PROBLEM :: Copy out each line below that has the word "name" in it.

MATERIAL FOR THIS EXERCISE ::
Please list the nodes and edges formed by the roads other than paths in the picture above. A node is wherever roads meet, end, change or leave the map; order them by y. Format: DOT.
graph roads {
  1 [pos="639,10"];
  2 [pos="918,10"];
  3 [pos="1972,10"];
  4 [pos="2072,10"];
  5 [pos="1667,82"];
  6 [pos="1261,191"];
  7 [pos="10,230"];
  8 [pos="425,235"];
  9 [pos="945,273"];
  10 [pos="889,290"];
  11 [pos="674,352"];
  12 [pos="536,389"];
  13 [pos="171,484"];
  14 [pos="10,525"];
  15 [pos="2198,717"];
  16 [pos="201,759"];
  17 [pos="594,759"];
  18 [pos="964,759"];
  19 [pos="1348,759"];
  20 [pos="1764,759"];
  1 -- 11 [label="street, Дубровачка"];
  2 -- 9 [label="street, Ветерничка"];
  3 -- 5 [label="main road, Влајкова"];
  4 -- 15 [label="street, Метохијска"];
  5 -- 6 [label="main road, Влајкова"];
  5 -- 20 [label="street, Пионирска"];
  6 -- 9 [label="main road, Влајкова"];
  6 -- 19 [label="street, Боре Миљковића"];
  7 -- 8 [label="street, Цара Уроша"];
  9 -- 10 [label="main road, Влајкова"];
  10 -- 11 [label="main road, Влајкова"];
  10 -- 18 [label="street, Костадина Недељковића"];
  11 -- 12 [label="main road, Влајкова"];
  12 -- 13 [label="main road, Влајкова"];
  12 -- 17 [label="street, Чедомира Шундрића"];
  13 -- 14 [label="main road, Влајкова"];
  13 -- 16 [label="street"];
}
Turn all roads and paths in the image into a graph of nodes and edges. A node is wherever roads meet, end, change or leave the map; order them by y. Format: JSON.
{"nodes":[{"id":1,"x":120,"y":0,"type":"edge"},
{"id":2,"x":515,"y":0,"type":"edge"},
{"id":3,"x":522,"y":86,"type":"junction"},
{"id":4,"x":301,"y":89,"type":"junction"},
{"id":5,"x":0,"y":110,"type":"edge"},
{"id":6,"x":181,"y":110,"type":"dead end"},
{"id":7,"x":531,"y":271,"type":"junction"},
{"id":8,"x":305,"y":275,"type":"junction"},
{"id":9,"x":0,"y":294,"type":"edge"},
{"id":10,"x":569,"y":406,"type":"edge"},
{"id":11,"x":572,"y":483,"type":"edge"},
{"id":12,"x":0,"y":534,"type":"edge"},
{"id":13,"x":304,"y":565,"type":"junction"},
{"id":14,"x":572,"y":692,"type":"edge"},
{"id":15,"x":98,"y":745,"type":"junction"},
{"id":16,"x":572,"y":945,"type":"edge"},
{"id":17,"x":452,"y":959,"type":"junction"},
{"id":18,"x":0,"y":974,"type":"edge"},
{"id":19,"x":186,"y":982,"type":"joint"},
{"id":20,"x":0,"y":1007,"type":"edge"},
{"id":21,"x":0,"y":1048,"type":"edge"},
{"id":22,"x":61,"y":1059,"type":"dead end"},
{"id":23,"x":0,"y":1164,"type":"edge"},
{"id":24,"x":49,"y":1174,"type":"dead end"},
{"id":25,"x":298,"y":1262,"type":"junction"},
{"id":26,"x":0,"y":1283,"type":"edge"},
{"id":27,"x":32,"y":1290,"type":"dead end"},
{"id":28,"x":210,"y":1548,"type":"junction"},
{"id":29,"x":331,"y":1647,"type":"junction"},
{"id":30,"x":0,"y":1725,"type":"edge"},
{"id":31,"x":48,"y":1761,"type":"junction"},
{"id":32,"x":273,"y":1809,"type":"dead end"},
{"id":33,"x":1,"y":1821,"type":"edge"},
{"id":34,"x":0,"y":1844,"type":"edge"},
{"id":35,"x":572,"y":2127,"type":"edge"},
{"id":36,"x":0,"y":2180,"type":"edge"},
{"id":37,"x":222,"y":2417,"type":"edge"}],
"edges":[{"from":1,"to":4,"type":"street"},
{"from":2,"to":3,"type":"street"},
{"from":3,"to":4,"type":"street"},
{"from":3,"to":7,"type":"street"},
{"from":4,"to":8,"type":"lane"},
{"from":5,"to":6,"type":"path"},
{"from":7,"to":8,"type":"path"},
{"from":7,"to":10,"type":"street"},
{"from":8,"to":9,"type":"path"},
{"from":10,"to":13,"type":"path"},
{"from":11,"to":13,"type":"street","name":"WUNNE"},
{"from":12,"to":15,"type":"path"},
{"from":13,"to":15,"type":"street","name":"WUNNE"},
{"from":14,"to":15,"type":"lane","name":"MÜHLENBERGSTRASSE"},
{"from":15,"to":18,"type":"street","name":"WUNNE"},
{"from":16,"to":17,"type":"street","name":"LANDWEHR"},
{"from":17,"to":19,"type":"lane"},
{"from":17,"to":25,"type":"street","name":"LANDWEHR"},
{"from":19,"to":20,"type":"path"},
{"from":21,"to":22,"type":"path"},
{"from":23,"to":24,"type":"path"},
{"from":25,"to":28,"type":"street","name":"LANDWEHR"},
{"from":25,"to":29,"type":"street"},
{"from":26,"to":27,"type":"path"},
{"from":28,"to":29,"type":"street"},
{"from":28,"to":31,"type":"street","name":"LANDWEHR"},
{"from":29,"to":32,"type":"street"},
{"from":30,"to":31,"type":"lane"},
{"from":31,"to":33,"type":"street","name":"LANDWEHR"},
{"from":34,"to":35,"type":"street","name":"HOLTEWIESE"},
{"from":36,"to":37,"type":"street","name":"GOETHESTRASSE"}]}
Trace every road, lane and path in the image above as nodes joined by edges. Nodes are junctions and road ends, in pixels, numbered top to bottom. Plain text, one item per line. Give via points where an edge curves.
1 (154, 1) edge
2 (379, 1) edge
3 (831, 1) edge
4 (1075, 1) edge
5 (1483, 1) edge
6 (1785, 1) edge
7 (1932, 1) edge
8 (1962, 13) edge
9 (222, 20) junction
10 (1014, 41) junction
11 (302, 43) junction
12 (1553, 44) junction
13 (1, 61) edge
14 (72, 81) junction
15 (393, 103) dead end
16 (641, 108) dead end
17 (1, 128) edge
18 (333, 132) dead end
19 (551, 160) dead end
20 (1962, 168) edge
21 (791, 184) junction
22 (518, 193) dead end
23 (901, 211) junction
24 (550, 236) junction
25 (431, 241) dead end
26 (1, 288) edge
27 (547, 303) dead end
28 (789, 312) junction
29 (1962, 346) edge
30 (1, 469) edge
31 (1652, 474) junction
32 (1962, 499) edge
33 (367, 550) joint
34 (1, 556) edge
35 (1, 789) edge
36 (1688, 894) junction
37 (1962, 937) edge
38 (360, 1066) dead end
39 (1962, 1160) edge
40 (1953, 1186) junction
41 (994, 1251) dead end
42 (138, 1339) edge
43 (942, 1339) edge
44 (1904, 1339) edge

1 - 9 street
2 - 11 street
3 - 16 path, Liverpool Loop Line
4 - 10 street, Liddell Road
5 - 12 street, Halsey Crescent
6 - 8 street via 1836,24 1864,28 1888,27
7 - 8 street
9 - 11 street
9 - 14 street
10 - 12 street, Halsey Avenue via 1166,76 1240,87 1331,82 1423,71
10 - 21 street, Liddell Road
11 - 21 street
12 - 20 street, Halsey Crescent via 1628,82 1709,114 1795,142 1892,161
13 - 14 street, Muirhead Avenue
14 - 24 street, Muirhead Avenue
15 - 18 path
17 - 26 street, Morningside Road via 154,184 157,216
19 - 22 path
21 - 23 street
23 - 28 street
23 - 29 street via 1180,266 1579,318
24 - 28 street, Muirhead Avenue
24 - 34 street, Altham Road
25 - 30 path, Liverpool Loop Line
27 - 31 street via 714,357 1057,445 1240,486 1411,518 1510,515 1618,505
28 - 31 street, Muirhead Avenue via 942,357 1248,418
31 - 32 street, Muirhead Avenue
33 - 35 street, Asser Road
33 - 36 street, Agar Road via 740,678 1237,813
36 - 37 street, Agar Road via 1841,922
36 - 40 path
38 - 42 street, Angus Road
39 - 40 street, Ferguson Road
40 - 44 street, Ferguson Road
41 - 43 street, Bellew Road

FINISHED EXERCISE ::
{"from":11,"to":13,"type":"street","name":"WUNNE"},
{"from":13,"to":15,"type":"street","name":"WUNNE"},
{"from":14,"to":15,"type":"lane","name":"MÜHLENBERGSTRASSE"},
{"from":15,"to":18,"type":"street","name":"WUNNE"},
{"from":16,"to":17,"type":"street","name":"LANDWEHR"},
{"from":17,"to":25,"type":"street","name":"LANDWEHR"},
{"from":25,"to":28,"type":"street","name":"LANDWEHR"},
{"from":28,"to":31,"type":"street","name":"LANDWEHR"},
{"from":31,"to":33,"type":"street","name":"LANDWEHR"},
{"from":34,"to":35,"type":"street","name":"HOLTEWIESE"},
{"from":36,"to":37,"type":"street","name":"GOETHESTRASSE"}]}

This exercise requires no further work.